期刊
EUROPEAN HEART JOURNAL-CARDIOVASCULAR PHARMACOTHERAPY
卷 1, 期 4, 页码 245-251出版社
OXFORD UNIV PRESS
DOI: 10.1093/ehjcvp/pvv026
关键词
Serum potassium; Heart failure after myocardial infarction; Mortality
资金
- Aalborg University Hospital, Aalborg, Denmark
- Novo Nordisk Fonden [NNF12OC1015957] Funding Source: researchfish
Aims Diuretic treatment is often needed in acute heart failure following myocardial infarction (MI) and carries a risk of abnormal potassium levels. We examined the relation between different levels of potassium and mortality. Methods and results From Danish national registries we identified 2596 patients treated with loop diuretics after their first MI episode where potassium measurement was available within 3 months. All-cause mortality was examined according to seven predefined potassium levels: hypokalaemia < 3.5 mmol/L, low normal potassium 3.5-3.8 mmol/L, normal potassium 3.9-4.2 mmol/L, normal potassium 4.3-4.5 mmol/L, high normal potassium 4.6-5.0 mmol/L, mild hyperkalaemia 5.1-5.5 mmol/L, and severe hyperkalaemia: > 5.5 mmol/L. Follow-up was 90 days and using normal potassium 3.9-4.2 mmol/L as a reference, we estimated the risk of death with a multivariable-adjusted Cox proportional hazard model.

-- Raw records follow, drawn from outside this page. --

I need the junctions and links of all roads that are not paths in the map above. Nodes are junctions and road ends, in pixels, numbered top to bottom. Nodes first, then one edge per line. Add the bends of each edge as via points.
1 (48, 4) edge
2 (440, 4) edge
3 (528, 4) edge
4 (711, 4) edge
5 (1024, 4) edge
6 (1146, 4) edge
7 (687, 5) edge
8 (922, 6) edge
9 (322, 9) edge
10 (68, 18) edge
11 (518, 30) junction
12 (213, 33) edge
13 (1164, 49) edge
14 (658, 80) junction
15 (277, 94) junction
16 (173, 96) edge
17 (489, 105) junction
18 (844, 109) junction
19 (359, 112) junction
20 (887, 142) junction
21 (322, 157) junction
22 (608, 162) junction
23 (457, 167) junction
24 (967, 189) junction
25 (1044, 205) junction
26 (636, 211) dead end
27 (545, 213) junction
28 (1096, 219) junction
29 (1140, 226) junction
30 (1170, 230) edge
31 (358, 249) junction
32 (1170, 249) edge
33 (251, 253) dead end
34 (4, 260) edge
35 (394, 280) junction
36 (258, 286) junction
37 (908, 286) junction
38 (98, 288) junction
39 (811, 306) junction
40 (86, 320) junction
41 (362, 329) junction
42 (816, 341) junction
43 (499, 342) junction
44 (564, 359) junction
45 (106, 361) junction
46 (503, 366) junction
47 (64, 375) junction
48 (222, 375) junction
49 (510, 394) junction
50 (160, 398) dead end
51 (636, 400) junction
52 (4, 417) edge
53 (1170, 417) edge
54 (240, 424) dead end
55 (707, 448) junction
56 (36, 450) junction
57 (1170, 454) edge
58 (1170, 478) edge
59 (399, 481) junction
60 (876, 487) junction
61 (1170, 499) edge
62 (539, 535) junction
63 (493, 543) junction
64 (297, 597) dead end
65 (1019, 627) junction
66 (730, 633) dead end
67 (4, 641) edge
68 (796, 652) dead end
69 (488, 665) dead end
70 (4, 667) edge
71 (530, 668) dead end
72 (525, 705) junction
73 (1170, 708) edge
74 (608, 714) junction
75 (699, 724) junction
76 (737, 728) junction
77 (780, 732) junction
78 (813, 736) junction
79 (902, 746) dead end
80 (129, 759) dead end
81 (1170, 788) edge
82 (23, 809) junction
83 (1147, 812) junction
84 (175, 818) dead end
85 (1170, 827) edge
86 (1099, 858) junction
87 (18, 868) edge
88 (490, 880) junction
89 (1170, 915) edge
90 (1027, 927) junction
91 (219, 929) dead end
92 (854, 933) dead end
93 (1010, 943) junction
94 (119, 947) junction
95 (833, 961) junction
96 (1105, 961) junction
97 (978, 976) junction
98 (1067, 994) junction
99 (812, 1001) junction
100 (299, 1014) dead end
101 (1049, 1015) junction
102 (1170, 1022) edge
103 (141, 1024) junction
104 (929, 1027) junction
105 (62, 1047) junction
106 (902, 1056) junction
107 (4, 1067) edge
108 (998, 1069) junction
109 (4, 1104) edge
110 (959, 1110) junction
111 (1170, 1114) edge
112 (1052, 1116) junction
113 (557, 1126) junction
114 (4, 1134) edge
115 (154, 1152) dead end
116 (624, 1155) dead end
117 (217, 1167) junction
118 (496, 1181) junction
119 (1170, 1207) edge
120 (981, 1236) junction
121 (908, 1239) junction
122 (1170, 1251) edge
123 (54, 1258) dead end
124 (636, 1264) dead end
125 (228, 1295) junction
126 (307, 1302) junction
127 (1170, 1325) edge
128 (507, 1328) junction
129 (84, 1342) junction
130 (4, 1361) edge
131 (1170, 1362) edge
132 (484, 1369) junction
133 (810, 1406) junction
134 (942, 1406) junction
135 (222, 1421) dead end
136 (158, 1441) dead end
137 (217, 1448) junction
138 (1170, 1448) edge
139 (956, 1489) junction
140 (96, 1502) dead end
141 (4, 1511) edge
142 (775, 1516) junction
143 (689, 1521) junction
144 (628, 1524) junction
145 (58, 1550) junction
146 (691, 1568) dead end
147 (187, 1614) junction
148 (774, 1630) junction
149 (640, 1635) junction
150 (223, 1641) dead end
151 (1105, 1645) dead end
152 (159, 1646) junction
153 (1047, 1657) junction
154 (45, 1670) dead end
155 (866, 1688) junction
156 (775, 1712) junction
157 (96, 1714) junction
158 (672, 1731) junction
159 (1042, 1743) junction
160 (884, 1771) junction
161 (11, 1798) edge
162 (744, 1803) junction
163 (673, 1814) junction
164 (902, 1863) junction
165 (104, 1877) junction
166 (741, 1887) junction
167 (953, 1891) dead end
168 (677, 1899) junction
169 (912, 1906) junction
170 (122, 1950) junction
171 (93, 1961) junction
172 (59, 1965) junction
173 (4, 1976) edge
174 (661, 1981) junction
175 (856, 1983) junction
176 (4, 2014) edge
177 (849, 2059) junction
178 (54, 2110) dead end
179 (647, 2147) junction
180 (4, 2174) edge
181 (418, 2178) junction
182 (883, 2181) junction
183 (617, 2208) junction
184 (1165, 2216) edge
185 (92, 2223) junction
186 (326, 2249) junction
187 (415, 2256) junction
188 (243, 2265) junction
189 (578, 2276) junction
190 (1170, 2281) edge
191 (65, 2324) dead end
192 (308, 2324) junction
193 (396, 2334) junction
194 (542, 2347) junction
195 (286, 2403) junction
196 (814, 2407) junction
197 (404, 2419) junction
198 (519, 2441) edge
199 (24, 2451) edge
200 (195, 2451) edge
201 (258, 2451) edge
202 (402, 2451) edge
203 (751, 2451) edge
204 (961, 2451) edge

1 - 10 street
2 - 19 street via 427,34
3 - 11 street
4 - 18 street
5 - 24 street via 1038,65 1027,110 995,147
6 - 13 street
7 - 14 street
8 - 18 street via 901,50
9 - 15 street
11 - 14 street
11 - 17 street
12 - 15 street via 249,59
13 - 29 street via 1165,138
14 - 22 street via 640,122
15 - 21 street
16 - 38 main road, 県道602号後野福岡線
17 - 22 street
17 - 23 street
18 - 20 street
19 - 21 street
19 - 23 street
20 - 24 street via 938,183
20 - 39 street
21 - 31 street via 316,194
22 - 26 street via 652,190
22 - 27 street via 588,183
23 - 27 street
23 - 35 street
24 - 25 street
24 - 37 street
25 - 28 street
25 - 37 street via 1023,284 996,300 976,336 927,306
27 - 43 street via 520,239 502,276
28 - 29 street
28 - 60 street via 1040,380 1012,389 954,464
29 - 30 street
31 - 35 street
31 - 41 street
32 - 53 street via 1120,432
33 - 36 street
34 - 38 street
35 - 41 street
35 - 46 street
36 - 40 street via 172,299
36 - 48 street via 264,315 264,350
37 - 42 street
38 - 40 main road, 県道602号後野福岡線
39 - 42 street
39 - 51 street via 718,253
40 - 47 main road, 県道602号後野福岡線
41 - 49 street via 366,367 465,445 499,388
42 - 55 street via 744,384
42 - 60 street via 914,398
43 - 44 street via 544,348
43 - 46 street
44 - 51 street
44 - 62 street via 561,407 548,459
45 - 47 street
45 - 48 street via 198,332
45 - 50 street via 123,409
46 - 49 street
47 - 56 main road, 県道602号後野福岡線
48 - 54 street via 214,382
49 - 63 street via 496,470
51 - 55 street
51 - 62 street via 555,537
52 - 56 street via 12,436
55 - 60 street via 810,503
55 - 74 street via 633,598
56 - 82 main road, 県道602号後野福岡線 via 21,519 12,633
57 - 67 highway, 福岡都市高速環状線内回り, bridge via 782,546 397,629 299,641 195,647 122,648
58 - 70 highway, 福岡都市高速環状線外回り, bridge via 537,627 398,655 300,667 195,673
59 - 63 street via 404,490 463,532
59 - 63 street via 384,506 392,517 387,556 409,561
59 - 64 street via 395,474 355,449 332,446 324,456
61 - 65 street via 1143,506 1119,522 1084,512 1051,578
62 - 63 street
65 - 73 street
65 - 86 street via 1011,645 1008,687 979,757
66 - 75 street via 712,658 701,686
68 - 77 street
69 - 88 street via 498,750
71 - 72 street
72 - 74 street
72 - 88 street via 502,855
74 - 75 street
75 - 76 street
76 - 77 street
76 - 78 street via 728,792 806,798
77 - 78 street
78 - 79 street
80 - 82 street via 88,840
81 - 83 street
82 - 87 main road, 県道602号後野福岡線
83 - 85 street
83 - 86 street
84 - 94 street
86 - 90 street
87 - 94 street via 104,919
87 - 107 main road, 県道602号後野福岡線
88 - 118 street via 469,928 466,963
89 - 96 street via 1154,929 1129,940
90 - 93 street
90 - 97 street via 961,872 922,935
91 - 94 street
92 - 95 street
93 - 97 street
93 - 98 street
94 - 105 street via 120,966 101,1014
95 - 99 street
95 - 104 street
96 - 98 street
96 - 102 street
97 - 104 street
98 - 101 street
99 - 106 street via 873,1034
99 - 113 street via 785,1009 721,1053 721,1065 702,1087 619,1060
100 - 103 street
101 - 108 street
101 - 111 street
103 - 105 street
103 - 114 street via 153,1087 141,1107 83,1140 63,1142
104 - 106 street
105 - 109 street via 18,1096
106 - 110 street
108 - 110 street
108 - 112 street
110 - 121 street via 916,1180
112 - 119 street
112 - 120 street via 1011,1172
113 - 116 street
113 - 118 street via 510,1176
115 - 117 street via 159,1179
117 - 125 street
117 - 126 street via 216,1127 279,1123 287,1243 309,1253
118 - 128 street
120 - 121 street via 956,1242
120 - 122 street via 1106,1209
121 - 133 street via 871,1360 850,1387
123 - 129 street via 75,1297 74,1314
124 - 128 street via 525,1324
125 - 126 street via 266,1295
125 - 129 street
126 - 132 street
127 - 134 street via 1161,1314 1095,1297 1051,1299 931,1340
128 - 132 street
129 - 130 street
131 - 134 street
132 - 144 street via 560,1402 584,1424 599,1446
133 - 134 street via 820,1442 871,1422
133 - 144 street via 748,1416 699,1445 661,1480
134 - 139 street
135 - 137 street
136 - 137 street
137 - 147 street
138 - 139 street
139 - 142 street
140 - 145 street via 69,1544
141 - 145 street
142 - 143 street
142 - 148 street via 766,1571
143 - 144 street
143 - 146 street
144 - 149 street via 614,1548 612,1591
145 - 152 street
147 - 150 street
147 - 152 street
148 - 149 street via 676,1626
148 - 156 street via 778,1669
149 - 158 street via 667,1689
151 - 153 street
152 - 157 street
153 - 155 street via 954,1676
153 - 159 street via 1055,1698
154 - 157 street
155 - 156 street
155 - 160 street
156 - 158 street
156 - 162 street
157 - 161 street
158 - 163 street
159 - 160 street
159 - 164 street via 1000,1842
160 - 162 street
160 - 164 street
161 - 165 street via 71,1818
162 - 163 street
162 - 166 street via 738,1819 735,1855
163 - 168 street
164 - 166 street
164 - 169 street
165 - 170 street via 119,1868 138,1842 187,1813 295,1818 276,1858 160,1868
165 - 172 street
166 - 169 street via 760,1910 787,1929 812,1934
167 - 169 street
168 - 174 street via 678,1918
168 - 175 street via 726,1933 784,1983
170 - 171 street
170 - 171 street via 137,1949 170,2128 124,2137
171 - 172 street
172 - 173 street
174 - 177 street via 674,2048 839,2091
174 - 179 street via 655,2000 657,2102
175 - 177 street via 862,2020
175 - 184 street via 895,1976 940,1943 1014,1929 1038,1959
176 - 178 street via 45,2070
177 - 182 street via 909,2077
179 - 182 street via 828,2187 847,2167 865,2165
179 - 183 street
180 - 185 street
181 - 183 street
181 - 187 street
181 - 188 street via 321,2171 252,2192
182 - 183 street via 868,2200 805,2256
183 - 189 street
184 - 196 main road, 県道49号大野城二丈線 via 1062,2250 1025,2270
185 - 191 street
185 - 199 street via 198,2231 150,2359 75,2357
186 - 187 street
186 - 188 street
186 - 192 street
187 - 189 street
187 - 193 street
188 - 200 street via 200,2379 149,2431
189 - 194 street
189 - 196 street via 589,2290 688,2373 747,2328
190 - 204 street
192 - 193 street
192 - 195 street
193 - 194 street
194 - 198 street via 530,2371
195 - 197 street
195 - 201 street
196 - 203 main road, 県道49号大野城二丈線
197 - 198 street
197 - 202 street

After 90 days, the mortality rates in the seven potassium intervals were 15.7, 13.6, 7.3, 8.1, 10.6, 15.5, and 38.3%, respectively. Multivariable-adjusted risk for death was statistically significant for patients with hypokalaemia [ hazard ratio (HR): 1.91, confidence interval (95% CI): 1.14-3.19], and mild and severe hyperkalaemia (HR: 2, CI: 1.25-3.18 and HR: 5.6, CI: 3.38-9.29, respectively). Low and high normal potassium were also associated with increased mortality (HR: 1.84, CI: 1.23-2.76 and HR: 1.55, CI: 1.09-2.22, respectively). Conclusion Potassium levels outside the interval 3.9-4.5 mmol/L were associated with a substantial risk of death in patients requiring diuretic treatment after an MI.